> [AVAILABLE DATA]:
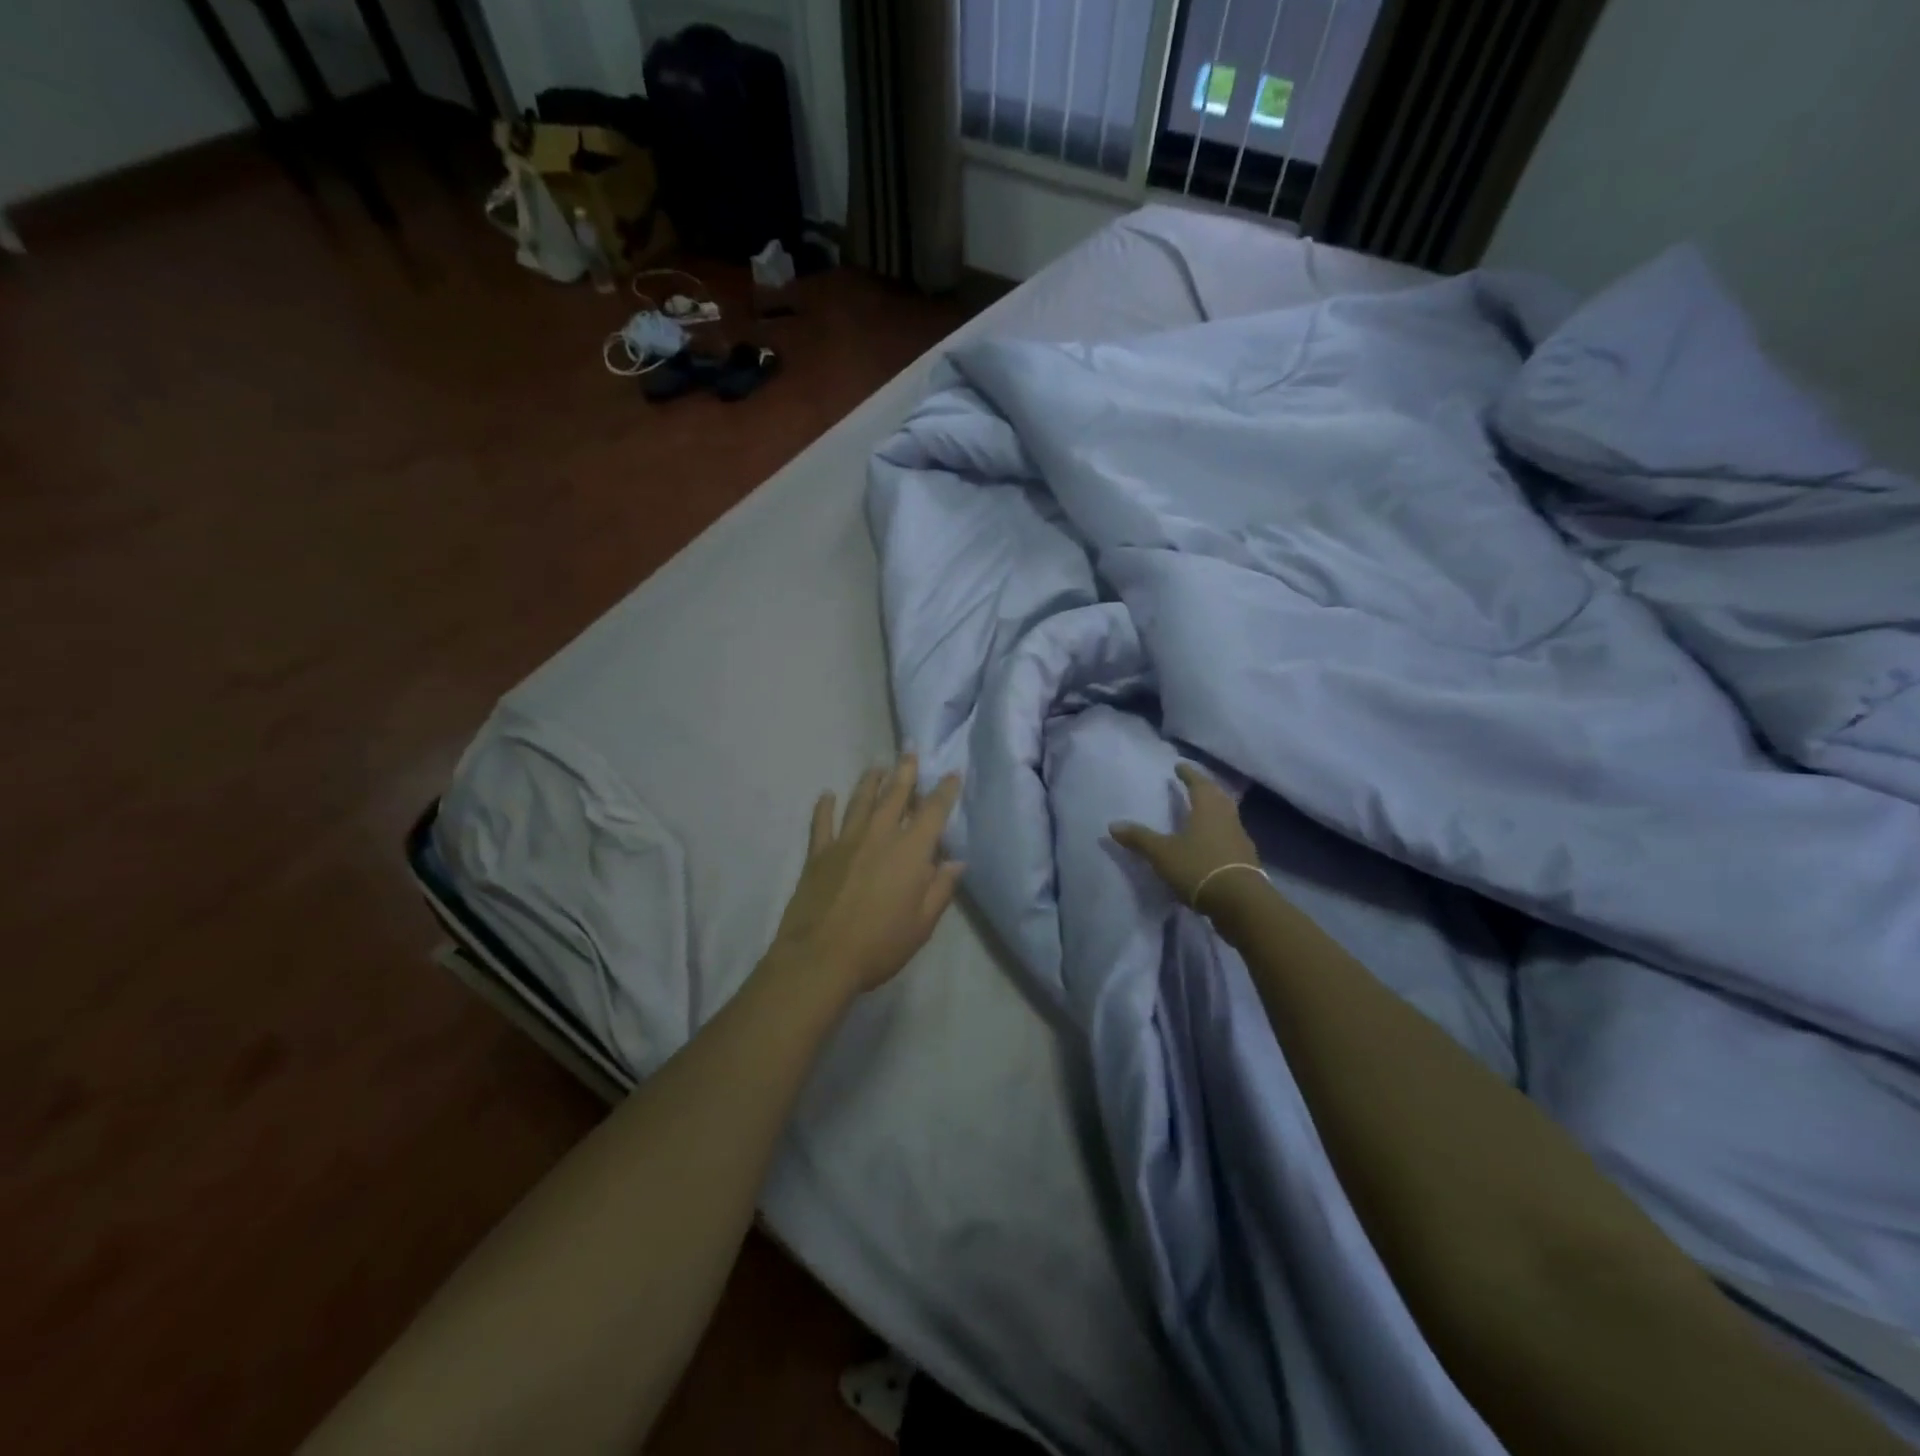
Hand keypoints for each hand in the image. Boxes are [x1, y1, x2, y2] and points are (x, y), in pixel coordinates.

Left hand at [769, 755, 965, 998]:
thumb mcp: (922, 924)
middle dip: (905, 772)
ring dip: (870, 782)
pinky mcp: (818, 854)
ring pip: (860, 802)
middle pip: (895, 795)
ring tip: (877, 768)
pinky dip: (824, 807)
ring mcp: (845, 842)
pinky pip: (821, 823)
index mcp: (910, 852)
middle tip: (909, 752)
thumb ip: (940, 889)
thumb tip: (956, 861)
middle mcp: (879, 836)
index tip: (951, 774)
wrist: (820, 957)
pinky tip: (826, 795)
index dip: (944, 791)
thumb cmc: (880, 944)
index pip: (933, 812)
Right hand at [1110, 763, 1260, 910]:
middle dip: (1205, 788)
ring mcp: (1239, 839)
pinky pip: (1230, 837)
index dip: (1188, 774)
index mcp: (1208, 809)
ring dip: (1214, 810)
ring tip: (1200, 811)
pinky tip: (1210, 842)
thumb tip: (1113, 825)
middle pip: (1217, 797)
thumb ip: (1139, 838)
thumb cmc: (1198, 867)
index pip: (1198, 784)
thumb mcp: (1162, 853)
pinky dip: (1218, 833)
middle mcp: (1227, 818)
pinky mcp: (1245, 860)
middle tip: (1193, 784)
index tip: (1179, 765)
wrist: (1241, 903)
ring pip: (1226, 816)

> [WHAT YOU NEED TO DO]:
Your answer should be the lines above, from the line containing "thumb mcp: (922, 924)" up to and including the line containing "index pip: (1198, 784)", reproduced exactly and with nothing else.

> [ANSWER BOX]:
thumb mcp: (922, 924)
middle dip: (905, 772)
ring dip: (870, 782)
pinky mcp: (818, 854)
ring pip: (860, 802)
middle pip: (895, 795)
ring tip: (877, 768)
pinky dip: (824, 807)
ring mcp: (845, 842)
pinky pip: (821, 823)
index mcp: (910, 852)
middle tip: (909, 752)
thumb ip: (940, 889)
thumb tip: (956, 861)
middle mcp: (879, 836)
index tip: (951, 774)
wrist: (820, 957)
pinky tip: (826, 795)
index dip: (944, 791)
thumb cmc: (880, 944)
index pip: (933, 812)
Right hand at [1110, 763, 1260, 910]:
middle dip: (1205, 788)
ring mcp: (1239, 839)
pinky pip: (1230, 837)
index dip: (1188, 774)
index mcp: (1208, 809)
ring dip: (1214, 810)
ring tip: (1200, 811)
pinky tip: (1210, 842)
thumb tip: (1113, 825)
middle pip: (1217, 797)
thumb ip: (1139, 838)
thumb cmc: (1198, 867)
index pip: (1198, 784)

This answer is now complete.